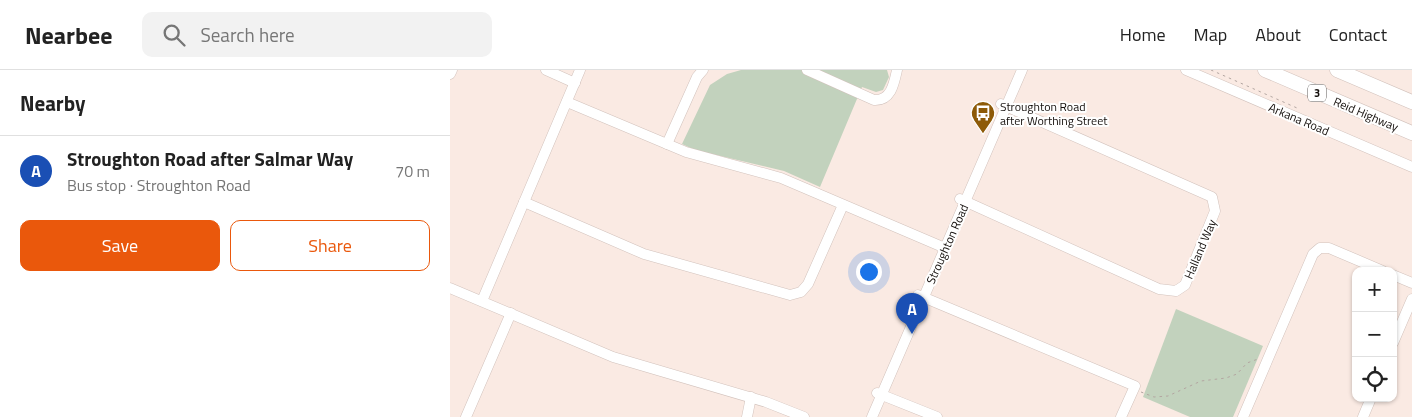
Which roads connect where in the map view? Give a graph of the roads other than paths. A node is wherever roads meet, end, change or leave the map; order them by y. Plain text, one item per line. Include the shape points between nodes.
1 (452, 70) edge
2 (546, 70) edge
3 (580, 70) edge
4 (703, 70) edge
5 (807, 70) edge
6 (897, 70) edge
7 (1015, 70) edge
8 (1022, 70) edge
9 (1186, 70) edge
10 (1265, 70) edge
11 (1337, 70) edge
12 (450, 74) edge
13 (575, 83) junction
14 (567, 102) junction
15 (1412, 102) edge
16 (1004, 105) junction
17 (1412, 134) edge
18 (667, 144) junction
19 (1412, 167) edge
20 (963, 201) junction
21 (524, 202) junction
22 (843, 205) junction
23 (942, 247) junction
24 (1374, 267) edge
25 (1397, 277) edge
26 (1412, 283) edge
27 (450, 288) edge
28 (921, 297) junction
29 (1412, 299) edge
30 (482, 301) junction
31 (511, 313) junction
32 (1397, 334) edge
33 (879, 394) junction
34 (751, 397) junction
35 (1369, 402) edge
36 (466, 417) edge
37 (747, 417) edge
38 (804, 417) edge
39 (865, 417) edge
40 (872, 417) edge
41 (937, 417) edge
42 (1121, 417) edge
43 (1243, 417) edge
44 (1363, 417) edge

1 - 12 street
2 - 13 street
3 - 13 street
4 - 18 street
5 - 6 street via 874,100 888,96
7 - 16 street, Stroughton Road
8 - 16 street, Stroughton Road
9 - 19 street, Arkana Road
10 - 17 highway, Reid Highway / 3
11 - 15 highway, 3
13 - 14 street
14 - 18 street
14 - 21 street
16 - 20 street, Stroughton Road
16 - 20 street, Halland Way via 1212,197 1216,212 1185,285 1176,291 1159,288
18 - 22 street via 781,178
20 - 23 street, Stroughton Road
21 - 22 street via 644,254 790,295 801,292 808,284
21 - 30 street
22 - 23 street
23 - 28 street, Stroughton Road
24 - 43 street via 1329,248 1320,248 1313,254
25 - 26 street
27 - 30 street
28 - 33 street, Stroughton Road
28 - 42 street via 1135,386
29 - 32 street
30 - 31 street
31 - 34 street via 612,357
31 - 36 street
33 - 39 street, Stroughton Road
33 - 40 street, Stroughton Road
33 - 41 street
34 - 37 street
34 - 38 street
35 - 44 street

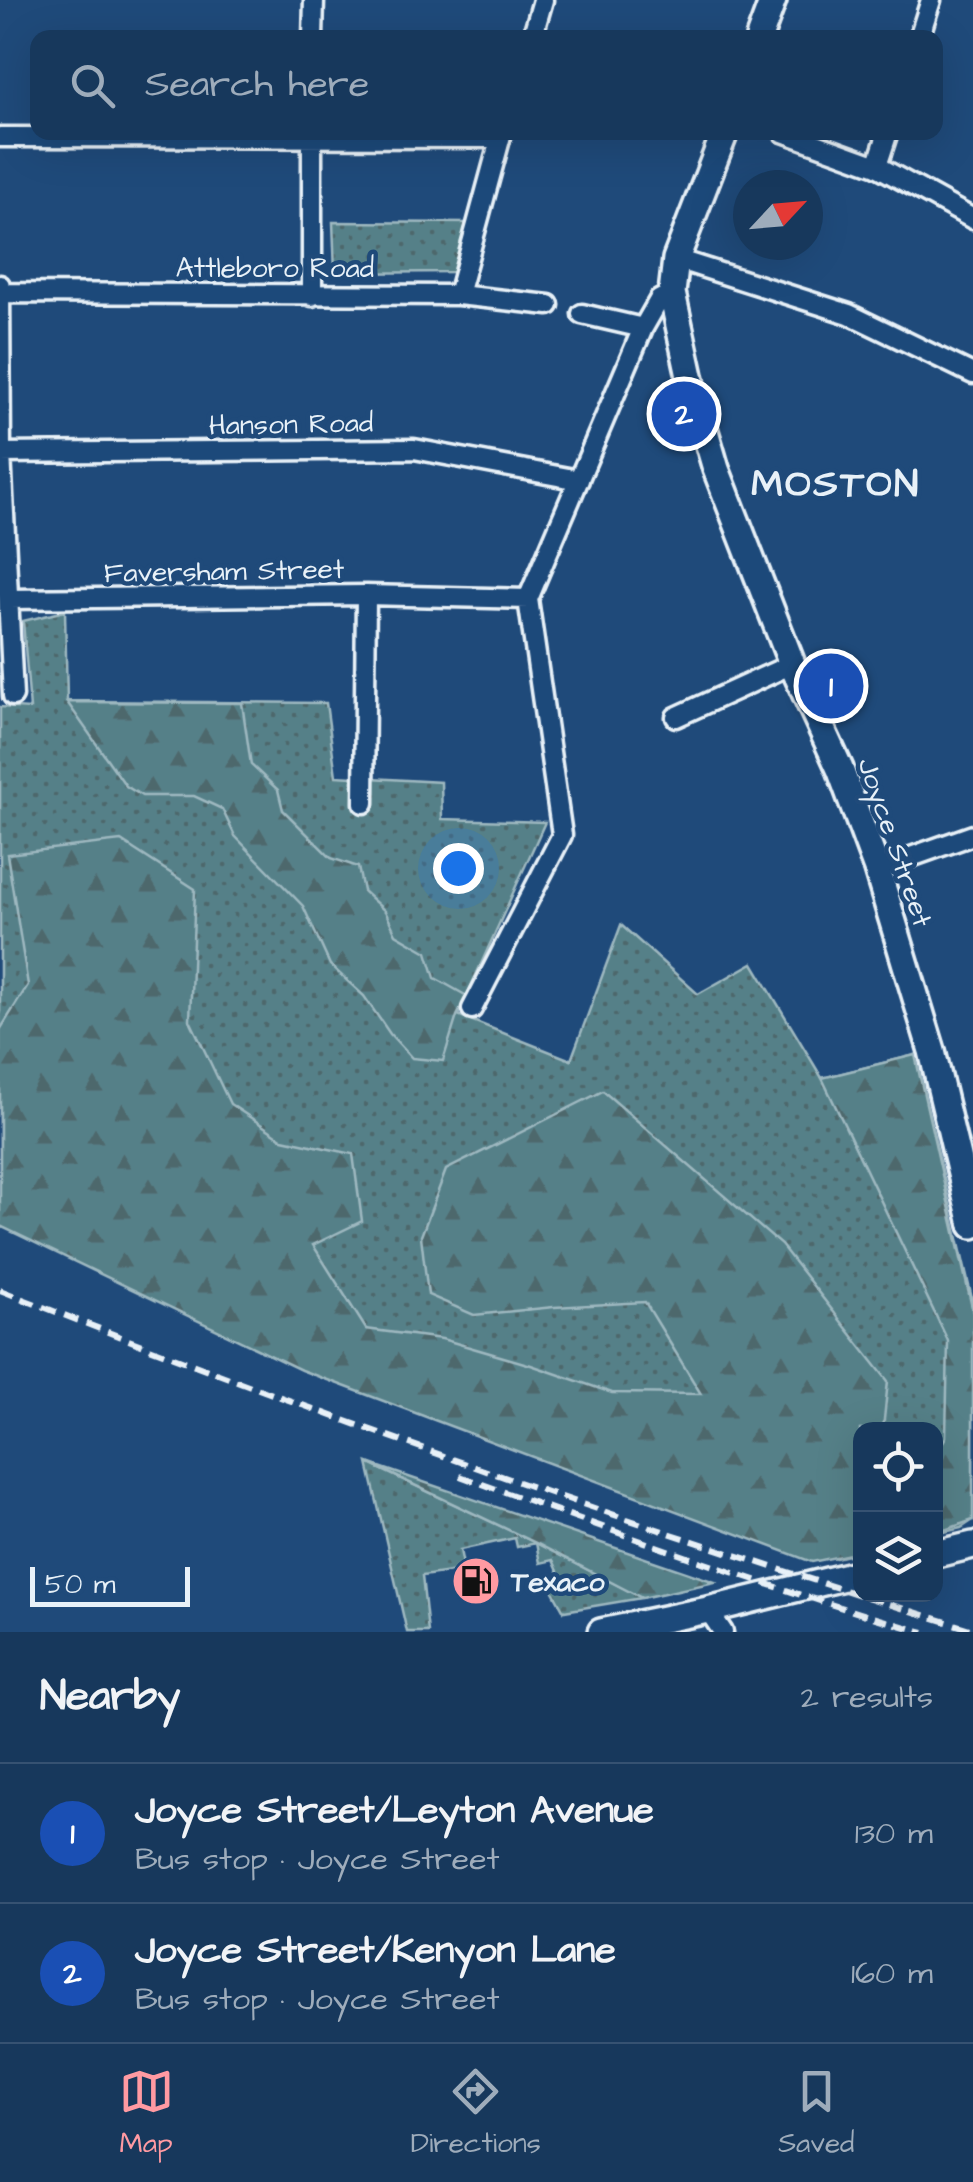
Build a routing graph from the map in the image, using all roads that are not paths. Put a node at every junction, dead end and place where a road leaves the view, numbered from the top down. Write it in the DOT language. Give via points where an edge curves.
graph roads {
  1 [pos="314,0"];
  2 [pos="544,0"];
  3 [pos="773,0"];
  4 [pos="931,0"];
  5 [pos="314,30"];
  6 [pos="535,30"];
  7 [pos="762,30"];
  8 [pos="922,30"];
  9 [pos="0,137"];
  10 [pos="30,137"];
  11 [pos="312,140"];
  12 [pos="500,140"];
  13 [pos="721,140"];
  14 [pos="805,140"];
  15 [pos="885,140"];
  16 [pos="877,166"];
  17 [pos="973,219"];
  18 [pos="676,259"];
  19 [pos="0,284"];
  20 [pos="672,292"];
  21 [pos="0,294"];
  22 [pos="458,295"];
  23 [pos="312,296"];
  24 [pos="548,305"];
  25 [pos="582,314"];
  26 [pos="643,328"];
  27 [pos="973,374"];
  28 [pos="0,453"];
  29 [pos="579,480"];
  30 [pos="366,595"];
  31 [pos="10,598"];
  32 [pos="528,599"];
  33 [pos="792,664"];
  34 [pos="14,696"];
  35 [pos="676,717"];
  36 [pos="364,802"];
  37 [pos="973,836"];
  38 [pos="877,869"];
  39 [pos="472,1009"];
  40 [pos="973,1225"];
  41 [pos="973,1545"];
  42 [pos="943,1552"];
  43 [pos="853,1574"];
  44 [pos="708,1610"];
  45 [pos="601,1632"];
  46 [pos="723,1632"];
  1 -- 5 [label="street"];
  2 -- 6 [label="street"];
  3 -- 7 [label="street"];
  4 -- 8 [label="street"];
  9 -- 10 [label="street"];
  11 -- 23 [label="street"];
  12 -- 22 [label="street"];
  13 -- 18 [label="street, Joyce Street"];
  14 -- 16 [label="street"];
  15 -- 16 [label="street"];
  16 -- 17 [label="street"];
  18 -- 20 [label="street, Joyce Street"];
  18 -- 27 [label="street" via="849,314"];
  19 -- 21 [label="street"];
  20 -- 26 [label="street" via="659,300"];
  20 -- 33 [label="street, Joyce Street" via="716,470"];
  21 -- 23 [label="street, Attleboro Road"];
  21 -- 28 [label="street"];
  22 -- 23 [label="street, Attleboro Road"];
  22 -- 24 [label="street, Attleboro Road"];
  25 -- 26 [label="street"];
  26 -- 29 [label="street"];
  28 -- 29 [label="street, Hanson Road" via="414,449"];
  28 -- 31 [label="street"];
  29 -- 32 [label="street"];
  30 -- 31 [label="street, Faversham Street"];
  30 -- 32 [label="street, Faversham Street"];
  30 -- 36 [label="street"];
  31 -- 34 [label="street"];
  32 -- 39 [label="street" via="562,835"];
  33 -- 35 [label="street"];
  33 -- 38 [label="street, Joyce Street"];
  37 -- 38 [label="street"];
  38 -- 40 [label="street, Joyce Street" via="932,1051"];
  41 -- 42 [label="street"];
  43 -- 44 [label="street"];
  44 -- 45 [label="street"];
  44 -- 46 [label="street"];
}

★ ★ ★ ★

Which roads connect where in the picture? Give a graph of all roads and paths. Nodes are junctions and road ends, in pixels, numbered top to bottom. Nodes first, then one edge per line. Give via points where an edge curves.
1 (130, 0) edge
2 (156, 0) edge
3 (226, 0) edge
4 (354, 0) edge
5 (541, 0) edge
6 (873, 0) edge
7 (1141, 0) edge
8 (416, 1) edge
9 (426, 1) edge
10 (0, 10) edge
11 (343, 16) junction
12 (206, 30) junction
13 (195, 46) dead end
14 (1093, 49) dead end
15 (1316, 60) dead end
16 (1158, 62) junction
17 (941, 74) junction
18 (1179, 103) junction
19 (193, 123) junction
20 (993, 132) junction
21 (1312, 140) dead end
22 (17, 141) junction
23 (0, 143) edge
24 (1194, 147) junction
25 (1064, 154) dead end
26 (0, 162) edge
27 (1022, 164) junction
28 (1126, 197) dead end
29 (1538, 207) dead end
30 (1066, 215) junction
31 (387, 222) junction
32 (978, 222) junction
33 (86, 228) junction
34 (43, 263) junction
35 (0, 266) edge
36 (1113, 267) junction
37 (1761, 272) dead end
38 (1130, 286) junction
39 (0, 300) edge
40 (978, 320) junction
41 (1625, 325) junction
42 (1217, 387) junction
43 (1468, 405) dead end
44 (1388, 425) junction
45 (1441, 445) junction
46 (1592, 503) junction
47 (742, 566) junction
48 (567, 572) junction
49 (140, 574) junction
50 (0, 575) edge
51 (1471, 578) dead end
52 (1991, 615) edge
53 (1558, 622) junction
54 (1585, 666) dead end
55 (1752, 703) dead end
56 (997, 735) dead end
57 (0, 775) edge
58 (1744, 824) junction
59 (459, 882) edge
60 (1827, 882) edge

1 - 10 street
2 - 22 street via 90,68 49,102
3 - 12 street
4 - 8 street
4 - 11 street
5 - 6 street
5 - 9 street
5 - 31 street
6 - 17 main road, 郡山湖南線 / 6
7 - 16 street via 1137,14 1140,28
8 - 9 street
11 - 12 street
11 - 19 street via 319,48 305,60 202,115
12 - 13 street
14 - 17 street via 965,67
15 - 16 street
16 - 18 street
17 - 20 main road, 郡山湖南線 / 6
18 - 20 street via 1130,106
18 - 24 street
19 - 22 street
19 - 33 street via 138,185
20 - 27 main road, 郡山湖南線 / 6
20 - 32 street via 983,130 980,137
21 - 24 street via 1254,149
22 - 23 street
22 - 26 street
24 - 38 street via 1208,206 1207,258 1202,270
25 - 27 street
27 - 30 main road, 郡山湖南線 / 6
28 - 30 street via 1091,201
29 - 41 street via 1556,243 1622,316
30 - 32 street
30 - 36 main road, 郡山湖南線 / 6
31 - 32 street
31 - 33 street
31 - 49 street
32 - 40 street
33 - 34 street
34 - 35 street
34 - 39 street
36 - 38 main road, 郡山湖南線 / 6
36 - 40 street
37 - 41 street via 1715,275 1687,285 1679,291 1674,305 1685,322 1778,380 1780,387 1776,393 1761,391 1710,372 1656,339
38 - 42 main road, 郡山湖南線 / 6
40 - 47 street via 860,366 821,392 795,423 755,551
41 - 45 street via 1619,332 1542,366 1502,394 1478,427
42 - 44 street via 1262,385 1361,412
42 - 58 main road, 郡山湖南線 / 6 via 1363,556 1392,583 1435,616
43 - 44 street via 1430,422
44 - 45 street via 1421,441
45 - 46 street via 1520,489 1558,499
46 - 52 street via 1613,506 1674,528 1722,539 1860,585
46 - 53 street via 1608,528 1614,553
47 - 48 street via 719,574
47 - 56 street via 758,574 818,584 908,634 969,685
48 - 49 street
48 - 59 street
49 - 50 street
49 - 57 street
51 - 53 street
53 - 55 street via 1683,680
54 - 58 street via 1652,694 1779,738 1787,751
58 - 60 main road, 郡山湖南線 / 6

★ ★ ★ ★

Task details: Each line above that has the word "郡山湖南線" must be copied.

Written reply:
6 - 17 main road, 郡山湖南線 / 6
17 - 20 main road, 郡山湖南線 / 6
20 - 27 main road, 郡山湖南線 / 6
27 - 30 main road, 郡山湖南線 / 6
30 - 36 main road, 郡山湖南線 / 6
36 - 38 main road, 郡山湖南線 / 6
38 - 42 main road, 郡山湖南線 / 6
42 - 58 main road, 郡山湖南線 / 6 via 1363,556 1392,583 1435,616
58 - 60 main road, 郡山湖南線 / 6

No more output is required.